**EXERCISE OBJECTIVE**
Tally the lines in the following entries that include the word "highway"; state only the total.

Extracted records:
■ ■ ■ ■ ■

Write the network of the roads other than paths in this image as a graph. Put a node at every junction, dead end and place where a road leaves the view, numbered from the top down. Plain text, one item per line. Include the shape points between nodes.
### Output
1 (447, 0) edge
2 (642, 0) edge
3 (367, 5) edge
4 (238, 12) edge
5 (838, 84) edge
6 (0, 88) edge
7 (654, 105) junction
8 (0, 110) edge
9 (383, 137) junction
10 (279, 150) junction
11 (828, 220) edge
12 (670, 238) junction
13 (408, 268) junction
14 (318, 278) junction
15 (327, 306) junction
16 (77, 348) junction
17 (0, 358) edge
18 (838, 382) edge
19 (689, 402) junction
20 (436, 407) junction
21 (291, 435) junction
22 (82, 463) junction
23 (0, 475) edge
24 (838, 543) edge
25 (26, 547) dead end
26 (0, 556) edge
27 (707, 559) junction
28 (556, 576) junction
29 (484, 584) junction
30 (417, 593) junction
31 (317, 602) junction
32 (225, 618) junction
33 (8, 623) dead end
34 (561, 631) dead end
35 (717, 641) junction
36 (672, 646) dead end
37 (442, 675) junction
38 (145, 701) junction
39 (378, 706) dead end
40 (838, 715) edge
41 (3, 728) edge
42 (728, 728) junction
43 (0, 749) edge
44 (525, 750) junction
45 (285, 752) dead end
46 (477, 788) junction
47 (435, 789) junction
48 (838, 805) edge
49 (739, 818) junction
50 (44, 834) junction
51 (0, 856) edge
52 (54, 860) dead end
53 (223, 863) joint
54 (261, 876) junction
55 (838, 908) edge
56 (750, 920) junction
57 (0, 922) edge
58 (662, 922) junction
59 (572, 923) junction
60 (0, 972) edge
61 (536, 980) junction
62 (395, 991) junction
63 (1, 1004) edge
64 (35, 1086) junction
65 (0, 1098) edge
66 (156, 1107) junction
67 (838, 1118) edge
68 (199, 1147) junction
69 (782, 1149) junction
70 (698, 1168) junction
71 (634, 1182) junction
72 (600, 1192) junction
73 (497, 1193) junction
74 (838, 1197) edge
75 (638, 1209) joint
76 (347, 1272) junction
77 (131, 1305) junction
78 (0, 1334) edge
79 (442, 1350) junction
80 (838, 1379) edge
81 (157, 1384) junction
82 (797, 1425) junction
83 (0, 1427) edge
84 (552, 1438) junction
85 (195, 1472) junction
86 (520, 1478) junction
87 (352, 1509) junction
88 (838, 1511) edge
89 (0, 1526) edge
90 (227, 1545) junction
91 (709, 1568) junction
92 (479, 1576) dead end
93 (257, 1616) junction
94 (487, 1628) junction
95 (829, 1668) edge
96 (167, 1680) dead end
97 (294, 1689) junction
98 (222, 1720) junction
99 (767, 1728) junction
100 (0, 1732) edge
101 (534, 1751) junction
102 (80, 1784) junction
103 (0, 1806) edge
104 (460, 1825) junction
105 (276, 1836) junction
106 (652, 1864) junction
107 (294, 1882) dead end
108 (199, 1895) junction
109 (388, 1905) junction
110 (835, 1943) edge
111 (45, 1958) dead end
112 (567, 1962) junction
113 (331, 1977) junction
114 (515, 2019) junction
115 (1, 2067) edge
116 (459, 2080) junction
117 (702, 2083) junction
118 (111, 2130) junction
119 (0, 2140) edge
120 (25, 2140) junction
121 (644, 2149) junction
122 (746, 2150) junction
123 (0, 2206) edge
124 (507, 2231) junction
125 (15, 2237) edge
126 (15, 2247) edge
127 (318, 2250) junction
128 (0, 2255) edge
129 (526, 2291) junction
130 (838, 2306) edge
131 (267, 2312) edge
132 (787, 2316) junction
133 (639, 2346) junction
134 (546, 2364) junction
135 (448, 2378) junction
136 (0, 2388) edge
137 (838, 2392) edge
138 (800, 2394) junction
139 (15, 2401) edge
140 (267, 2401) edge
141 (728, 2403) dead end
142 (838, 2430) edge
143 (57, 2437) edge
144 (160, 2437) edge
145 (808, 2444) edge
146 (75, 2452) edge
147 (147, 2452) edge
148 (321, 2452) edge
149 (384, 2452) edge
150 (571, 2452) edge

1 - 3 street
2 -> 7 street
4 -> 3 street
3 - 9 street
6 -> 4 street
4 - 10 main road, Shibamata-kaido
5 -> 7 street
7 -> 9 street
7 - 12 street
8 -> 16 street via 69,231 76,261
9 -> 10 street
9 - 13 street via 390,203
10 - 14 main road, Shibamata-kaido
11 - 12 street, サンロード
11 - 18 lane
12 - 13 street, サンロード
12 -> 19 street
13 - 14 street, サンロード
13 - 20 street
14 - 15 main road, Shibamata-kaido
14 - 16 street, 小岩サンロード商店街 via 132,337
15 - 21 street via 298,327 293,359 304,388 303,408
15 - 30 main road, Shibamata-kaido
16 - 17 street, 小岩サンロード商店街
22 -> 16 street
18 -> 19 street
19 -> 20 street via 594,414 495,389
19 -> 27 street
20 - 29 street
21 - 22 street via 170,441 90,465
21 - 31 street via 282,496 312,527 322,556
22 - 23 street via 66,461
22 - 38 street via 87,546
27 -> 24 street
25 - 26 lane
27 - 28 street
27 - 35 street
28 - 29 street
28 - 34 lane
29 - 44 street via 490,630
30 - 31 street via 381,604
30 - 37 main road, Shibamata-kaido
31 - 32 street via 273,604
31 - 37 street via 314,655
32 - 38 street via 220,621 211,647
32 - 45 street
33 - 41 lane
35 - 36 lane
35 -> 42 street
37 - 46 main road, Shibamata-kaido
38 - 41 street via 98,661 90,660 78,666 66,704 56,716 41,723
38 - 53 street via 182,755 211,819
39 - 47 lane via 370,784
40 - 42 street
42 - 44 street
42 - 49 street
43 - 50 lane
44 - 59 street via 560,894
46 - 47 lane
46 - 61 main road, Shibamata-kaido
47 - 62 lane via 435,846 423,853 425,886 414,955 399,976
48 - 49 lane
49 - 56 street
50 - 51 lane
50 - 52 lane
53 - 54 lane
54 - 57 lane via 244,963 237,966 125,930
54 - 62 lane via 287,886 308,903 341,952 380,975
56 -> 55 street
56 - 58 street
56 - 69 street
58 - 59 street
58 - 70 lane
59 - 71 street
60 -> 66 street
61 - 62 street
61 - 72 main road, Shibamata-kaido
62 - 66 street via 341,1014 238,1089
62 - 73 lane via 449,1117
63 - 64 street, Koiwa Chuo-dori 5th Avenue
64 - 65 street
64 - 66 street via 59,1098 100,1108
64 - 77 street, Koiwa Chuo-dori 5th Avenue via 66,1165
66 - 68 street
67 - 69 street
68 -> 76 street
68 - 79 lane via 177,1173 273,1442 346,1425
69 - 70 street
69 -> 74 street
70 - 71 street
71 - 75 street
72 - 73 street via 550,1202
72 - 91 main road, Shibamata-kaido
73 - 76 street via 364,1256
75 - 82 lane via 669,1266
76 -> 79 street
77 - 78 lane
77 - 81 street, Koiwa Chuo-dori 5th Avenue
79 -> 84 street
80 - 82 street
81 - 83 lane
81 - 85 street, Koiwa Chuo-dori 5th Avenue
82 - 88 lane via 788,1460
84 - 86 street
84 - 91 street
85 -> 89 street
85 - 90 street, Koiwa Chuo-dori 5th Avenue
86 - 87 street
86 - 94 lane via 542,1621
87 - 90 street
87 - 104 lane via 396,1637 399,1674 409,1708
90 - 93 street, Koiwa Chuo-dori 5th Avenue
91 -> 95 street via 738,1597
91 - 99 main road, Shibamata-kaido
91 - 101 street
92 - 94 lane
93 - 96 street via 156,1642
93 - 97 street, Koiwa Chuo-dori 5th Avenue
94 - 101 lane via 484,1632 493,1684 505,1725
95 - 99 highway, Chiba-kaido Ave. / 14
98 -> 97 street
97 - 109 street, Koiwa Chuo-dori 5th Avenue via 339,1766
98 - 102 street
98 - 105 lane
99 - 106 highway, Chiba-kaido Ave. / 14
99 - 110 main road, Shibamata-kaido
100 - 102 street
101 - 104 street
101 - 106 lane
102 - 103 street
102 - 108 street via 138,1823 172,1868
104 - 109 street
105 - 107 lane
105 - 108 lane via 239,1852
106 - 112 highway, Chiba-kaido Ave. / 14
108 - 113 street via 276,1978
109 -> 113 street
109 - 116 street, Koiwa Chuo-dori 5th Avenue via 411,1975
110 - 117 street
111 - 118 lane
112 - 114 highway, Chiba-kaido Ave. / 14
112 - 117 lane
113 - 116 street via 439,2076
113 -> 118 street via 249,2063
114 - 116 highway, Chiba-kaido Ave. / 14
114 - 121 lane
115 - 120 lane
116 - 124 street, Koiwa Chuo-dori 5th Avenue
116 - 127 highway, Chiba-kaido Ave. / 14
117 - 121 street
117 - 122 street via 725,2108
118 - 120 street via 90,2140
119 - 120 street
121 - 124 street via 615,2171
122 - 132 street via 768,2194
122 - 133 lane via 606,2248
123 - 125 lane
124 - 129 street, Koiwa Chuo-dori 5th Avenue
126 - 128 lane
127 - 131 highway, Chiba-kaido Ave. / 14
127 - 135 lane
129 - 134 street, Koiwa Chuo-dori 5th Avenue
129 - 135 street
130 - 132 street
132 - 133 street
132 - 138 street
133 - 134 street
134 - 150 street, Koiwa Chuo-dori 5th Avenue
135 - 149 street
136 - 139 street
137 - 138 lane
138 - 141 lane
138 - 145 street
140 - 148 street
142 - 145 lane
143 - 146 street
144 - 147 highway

■ ■ ■ ■ ■

**EXPECTED ANSWER**
8